Differential Diagnosis
Hyperphenylalaninemia (HPA) may also result from the impaired synthesis or recycling of tetrahydrobiopterin (BH4), the cofactor in the phenylalanine, tyrosine, and tryptophan hydroxylation reactions. All of the HPAs caused by BH4 deficiency are inherited in an autosomal recessive manner. They account for approximately 2% of individuals with HPA. BH4 is also involved in catecholamine, serotonin, and nitric oxide biosynthesis (seewww.biopku.org).
Defects in BH4 synthesis result from guanosine triphosphate cyclohydrolase (GTPCH) deficiency caused by mutation of GCH1 or from 6-pyruvoyl tetrahydrobiopterin synthase (PTPS) deficiency caused by mutation of PTS.
Impaired recycling of BH4 is caused by dihydropteridine reductase (DHPR) deficiency caused by mutation of QDPR or by pterin-4 acarbinolamine dehydratase (PCBD) deficiency caused by mutation of PCBD1.
Blau et al [2001] and Scriver & Kaufman [2001] emphasize that all neonates with persistent hyperphenylalaninemia must be screened for the BH4 deficiencies. The following tests are best performed in specialized centers. Prenatal diagnosis is possible for all forms of BH4 deficiencies. The following screening tests are essential:
Analysis of pterins in the urine which will aid in diagnosis of PTPS deficiency, DHPR, and pyruvate carboxylase deficiency (PCD). The pterin profile may be normal for DHPR, and enzyme activity should be measured in erythrocytes or from a dried blood spot.
Other disorders of BH4 metabolism including dopamine-responsive dystonia (DRD) and sepiapterin reductase (SR) deficiency do not have elevations in phenylalanine but abnormalities in pterins can be detected in cerebrospinal fluid (CSF).
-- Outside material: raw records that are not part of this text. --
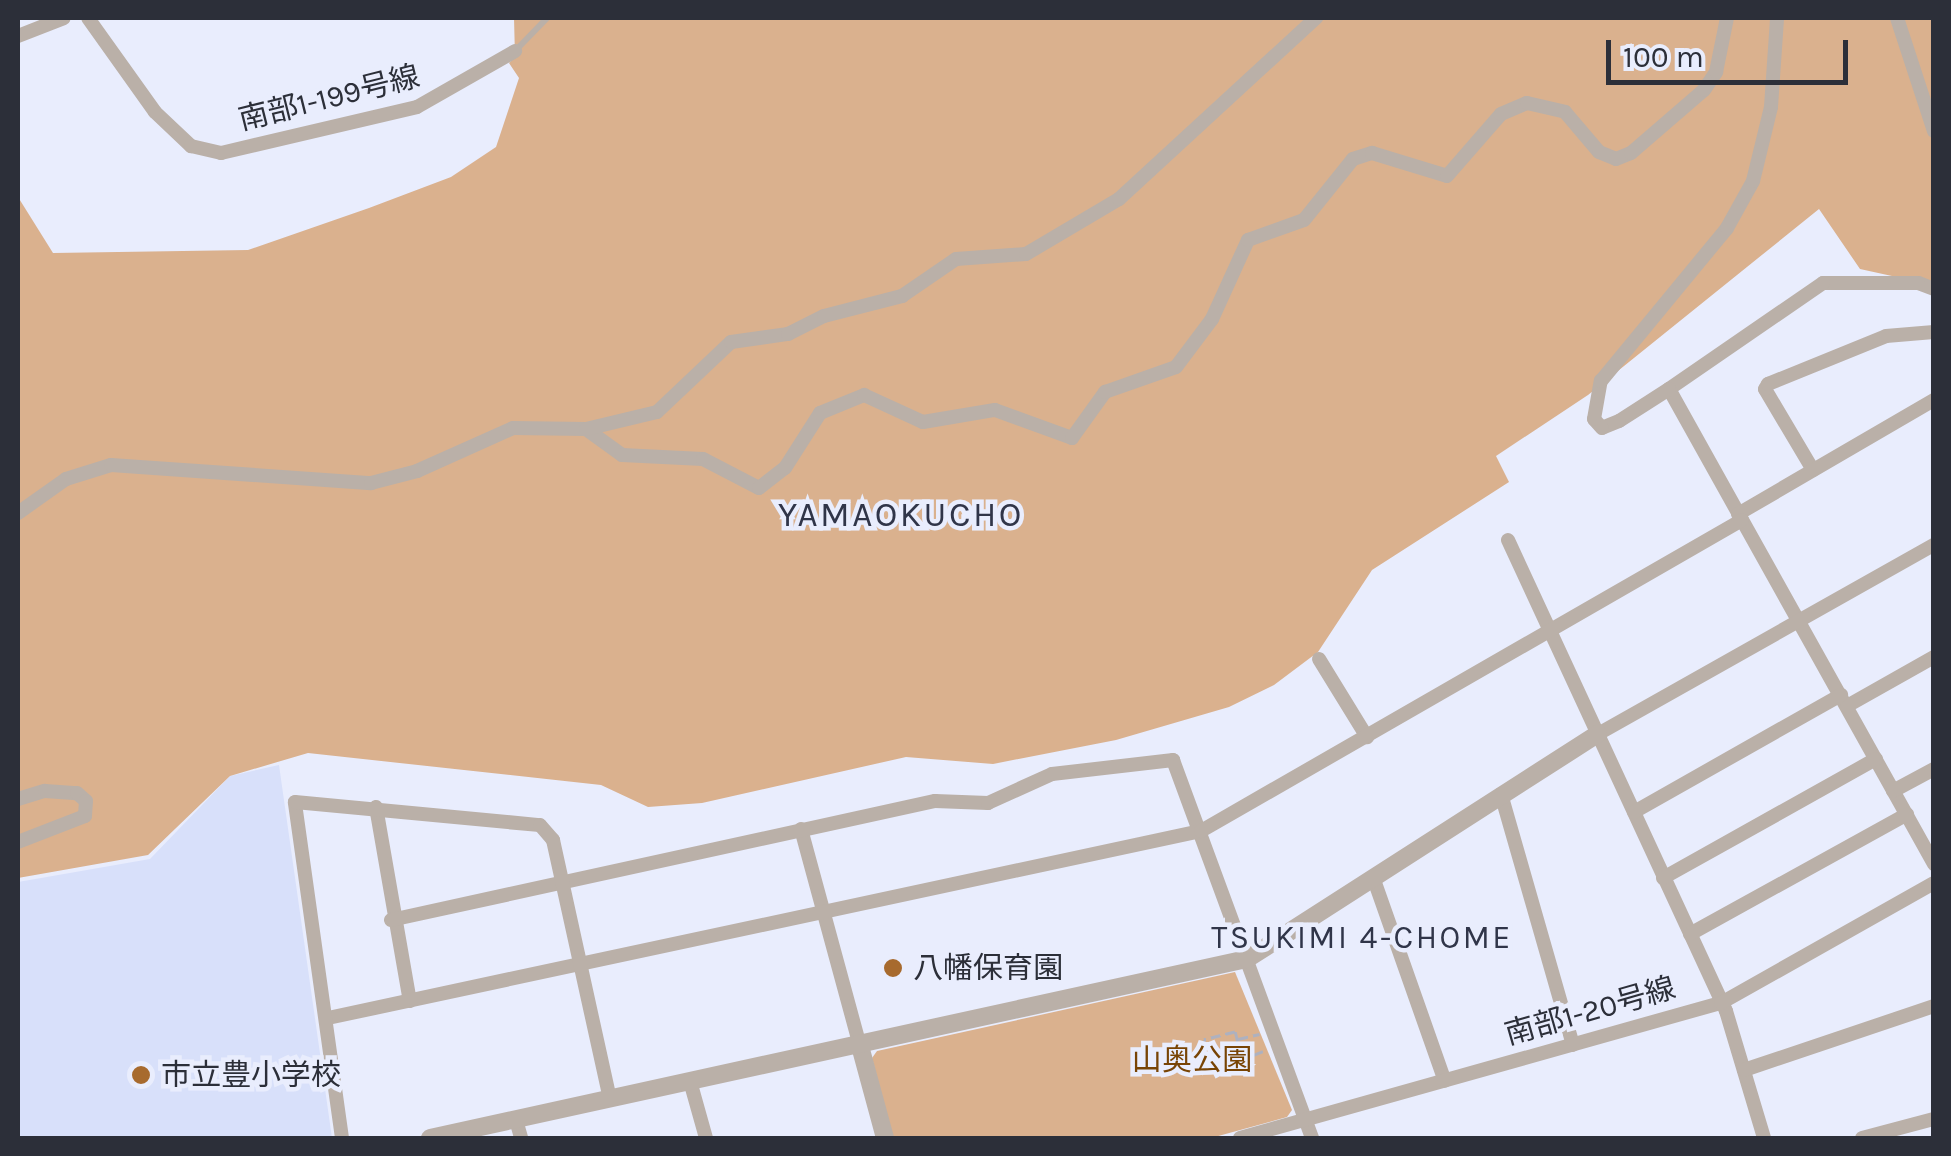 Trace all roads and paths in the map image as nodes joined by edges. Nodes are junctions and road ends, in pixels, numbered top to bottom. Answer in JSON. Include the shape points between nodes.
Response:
{"nodes":[{"id":1,"x":64,"y":18,"type":"edge"},
{"id":2,"x":88,"y":18,"type":"edge"},
{"id":3,"x":547,"y":18,"type":"edge"},
{"id":4,"x":1316,"y":18,"type":"edge"},
{"id":5,"x":1727,"y":18,"type":"edge"},
{"id":6,"x":1777,"y":18,"type":"edge"},
{"id":7,"x":1897,"y":18,"type":"edge"},
{"id":8,"x":18,"y":36,"type":"edge"},
{"id":9,"x":515,"y":51,"type":"joint"},
{"id":10,"x":1934,"y":131,"type":"edge"},
{"id":11,"x":1934,"y":289,"type":"edge"},
{"id":12,"x":1934,"y":332,"type":"edge"},
{"id":13,"x":1668,"y":389,"type":"junction"},
{"id":14,"x":1934,"y":400,"type":"edge"},
{"id":15,"x":586,"y":428,"type":"junction"},
{"id":16,"x":1813,"y":470,"type":"junction"},
{"id":17,"x":18,"y":512,"type":"edge"},
{"id":18,"x":1740,"y":517,"type":"junction"},
{"id":19,"x":1508,"y":540,"type":"dead end"},
{"id":20,"x":1934,"y":545,"type":"edge"},
{"id":21,"x":1798,"y":621,"type":"junction"},
{"id":22,"x":1550,"y":629,"type":"junction"},
{"id":23,"x":1320,"y":658,"type":"dead end"},
{"id":24,"x":1934,"y":658,"type":"edge"},
{"id":25,"x":1844,"y":701,"type":"junction"},
{"id":26,"x":1598,"y":734,"type":"junction"},
{"id":27,"x":1366,"y":736,"type":"junction"},
{"id":28,"x":1876,"y":759,"type":"junction"},
{"id":29,"x":1934,"y":769,"type":"edge"},
{"id":30,"x":1893,"y":791,"type":"junction"},
{"id":31,"x":1501,"y":794,"type":"junction"},
{"id":32,"x":18,"y":798,"type":"edge"},
{"id":33,"x":376,"y":807,"type":"junction"},
{"id":34,"x":1634,"y":812,"type":"junction"},
{"id":35,"x":1907,"y":814,"type":"junction"},
{"id":36,"x":802,"y":829,"type":"junction"},
{"id":37,"x":1201,"y":831,"type":"junction"},
{"id":38,"x":18,"y":842,"type":"edge"},
{"id":39,"x":1934,"y":864,"type":"edge"},
{"id":40,"x":1373,"y":877,"type":"junction"},
{"id":41,"x":1664,"y":878,"type":"junction"},
{"id":42,"x":1934,"y":882,"type":"edge"},
{"id":43,"x":565,"y":885,"type":"junction"},
{"id":44,"x":824,"y":913,"type":"junction"},
{"id":45,"x":392,"y":920,"type":"junction"},
{"id":46,"x":1690,"y":934,"type":"junction"},
{"id":47,"x":1247,"y":959,"type":"junction"},
{"id":48,"x":580,"y":964,"type":"junction"},
{"id":49,"x":410,"y":1001,"type":"junction"},
{"id":50,"x":1721,"y":1003,"type":"junction"},
{"id":51,"x":1934,"y":1006,"type":"edge"},
{"id":52,"x":328,"y":1018,"type":"junction"},
{"id":53,"x":1272,"y":1030,"type":"junction"},
{"id":54,"x":1236,"y":1040,"type":"junction"},
{"id":55,"x":1573,"y":1045,"type":"junction"},
{"id":56,"x":860,"y":1046,"type":"junction"},
{"id":57,"x":1278,"y":1047,"type":"junction"},
{"id":58,"x":1241,"y":1056,"type":"junction"},
{"id":59,"x":1744,"y":1070,"type":"junction"},
{"id":60,"x":1445,"y":1081,"type":"junction"},
{"id":61,"x":690,"y":1082,"type":"junction"},
{"id":62,"x":610,"y":1098,"type":"junction"},
{"id":63,"x":1934,"y":1119,"type":"edge"},
{"id":64,"x":1306,"y":1121,"type":"junction"},
{"id":65,"x":518,"y":1129,"type":"edge"},
{"id":66,"x":342,"y":1138,"type":"edge"},
{"id":67,"x":430,"y":1138,"type":"edge"},
{"id":68,"x":706,"y":1138,"type":"edge"},
{"id":69,"x":885,"y":1138,"type":"edge"},
{"id":70,"x":1240,"y":1138,"type":"edge"},
{"id":71,"x":1312,"y":1138,"type":"edge"},
{"id":72,"x":1764,"y":1138,"type":"edge"},
{"id":73,"x":1862,"y":1138,"type":"edge"}],
"edges":[{"from":1,"to":8,"type":"street"},
{"from":2,"to":9,"type":"street","name":"南部1-199号線","via":[[155,112],[191,146],[221,153],[417,107]]},
{"from":3,"to":9,"type":"lane"},
{"from":4,"to":15,"type":"street","via":[[1119,199],[1026,254],[956,258],[902,296],[824,316],[788,334],[730,342],[708,357],[669,406]]},
{"from":5,"to":15,"type":"street","via":[[1716,72],[1704,90],[1616,158],[1598,152],[1565,112],[1527,103],[1502,114],[1447,176],[1372,153],[1354,159],[1304,220],[1252,235],[1212,320],[1176,367],[1105,392],[1072,438],[988,409],[923,422],[864,395],[820,412],[785,468],[759,488],[688,455],[622,455]]},
{"from":6,"to":13,"type":"street","via":[[1771,106],[1753,181],[1727,228],[1601,381],[1594,419],[1602,428]]},
{"from":7,"to":10,"type":"street"},
{"from":11,"to":13,"type":"street","via":[[1918,283],[1823,283]]},
{"from":12,"to":16,"type":"street","via":[[1886,336],[1768,384]]},
{"from":13,"to":18,"type":"street"},
{"from":14,"to":16,"type":"street"},
{"from":15,"to":17,"type":"street","via":[[513,428],[417,472],[371,483],[110,465],[66,479]]},
{"from":16,"to":18,"type":"street"},
{"from":18,"to":21,"type":"street"},
{"from":18,"to":22,"type":"street"},
{"from":19,"to":22,"type":"street"},
{"from":20,"to":21,"type":"street"},
{"from":21,"to":25,"type":"street"},
{"from":21,"to":26,"type":"street"},
{"from":22,"to":26,"type":"street"},
{"from":22,"to":27,"type":"street"},
{"from":23,"to":27,"type":"street"},
{"from":24,"to":25,"type":"street"},
{"from":25,"to":28,"type":"street"},
{"from":25,"to":34,"type":"street"},
{"from":26,"to":31,"type":"street"},
{"from":26,"to":34,"type":"street"},
{"from":27,"to":37,"type":"street"},
{"from":28,"to":30,"type":"street"},
{"from":28,"to":41,"type":"street"},
{"from":29,"to":30,"type":"street"},
{"from":30,"to":35,"type":"street"},
{"from":31,"to":40,"type":"street"},
{"from":31,"to":55,"type":"street"},
{"from":32,"to":38,"type":"street","via":[[45,791],[77,793],[86,801],[85,816]]},
{"from":33,"to":43,"type":"street","via":[[540,825],[554,840]]},
{"from":33,"to":45,"type":"street"},
{"from":33,"to":52,"type":"street","via":[[295,802]]},
{"from":34,"to":41,"type":"street"},
{"from":35,"to":39,"type":"street"},
{"from":35,"to":46,"type":"street"},
{"from":36,"to":37,"type":"street","via":[[935,801],[988,803],[1052,774],[1173,760]]},
{"from":36,"to":43,"type":"street"},
{"from":36,"to":44,"type":"street"},
{"from":37,"to":44,"type":"street"},
{"from":37,"to":47,"type":"street"},
{"from":40,"to":47,"type":"street"},
{"from":40,"to":60,"type":"street"},
{"from":41,"to":46,"type":"street"},
{"from":42,"to":50,"type":"street","name":"南部1-20号線"},
{"from":43,"to":45,"type":"street"},
{"from":43,"to":48,"type":"street"},
{"from":44,"to":48,"type":"street"},
{"from":44,"to":56,"type":"street"},
{"from":45,"to":49,"type":"street"},
{"from":46,"to":50,"type":"street"},
{"from":47,"to":53,"type":"street"},
{"from":47,"to":56,"type":"street"},
{"from":48,"to":49,"type":"street"},
{"from":48,"to":62,"type":"street"},
{"from":49,"to":52,"type":"street"},
{"from":50,"to":55,"type":"street","name":"南部1-20号線"},
{"from":50,"to":59,"type":"street"},
{"from":51,"to":59,"type":"street"},
{"from":52,"to":66,"type":"street"},
{"from":53,"to":54,"type":"path"},
{"from":53,"to":57,"type":"street"},
{"from":54,"to":58,"type":"path"},
{"from":54,"to":58,"type":"path","via":[[1235,1032],[1204,1040],[1212,1072],[1243,1064]]},
{"from":55,"to":60,"type":"street","name":"南部1-20号線"},
{"from":56,"to":61,"type":"street"},
{"from":56,"to":69,"type":"street"},
{"from":57,"to":58,"type":"path"},
{"from":57,"to":64,"type":"street"},
{"from":59,"to":72,"type":"street"},
{"from":60,"to":64,"type":"street","name":"南部1-20号線"},
{"from":61,"to":62,"type":"street"},
{"from":61,"to":68,"type":"street"},
{"from":62,"to":65,"type":"street"},
{"from":63,"to":73,"type":"street"},
{"from":64,"to":70,"type":"street","name":"南部1-20号線"},
{"from":64,"to":71,"type":"street"},
{"from":65,"to":67,"type":"street"}]}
Some centers will also perform a loading test with BH4 on babies with a positive newborn screen. This test can rapidly differentiate BH4 deficiencies from PKU.
If screening test results show abnormal pterins, the following confirmatory tests are recommended:
Analysis of folates and neurotransmitter metabolites in CSF. This analysis will help to determine the severity of the BH4 defect [Blau 2006].
Enzyme activity measurements
Molecular genetic testing. Mutation testing for each of the genes involved in BH4 synthesis and recycling is available for confirmatory diagnosis and is useful for prenatal diagnosis. The genotype/phenotype relationships have not been determined and the above biochemical tests are still important for prognostic classification.
The typical (severe) forms of GTPCH, PTPS, and DHPR deficiency have the following variable, but common, findings: intellectual disability, convulsions, disturbance of tone and posture, drowsiness, irritability, abnormal movements, recurrent hyperthermia without infections, hypersalivation, and swallowing difficulties. Microcephaly is common in PTPS and DHPR deficiencies. Plasma phenylalanine concentrations can vary from slightly above normal (>120 μmol/L) to as high as 2500 μmol/L. Mild forms of BH4 deficiency have no clinical signs.
PCD deficiency, sometimes referred to as 'primapterinuria' is associated with benign transient hyperphenylalaninemia.
In principle, BH4 deficiencies are treatable. Treatment requires the normalization of BH4 availability and of blood Phe concentration and restoration of the BH4-dependent hydroxylation of tyrosine and tryptophan. This is achieved by BH4 supplementation along with dietary modification, neurotransmitter precursor replacement therapy, and supplements of folinic acid in DHPR deficiency. The treatment should be initiated early and probably continued for life [Blau et al 2001,Ponzone et al 2006].
More information on the BH4 deficiencies can be found atwww.biopku.org.
http://www.ncbi.nlm.nih.gov/books/NBK1504/
I do think a full PAH test would be great. How was your response to the BH4 btw?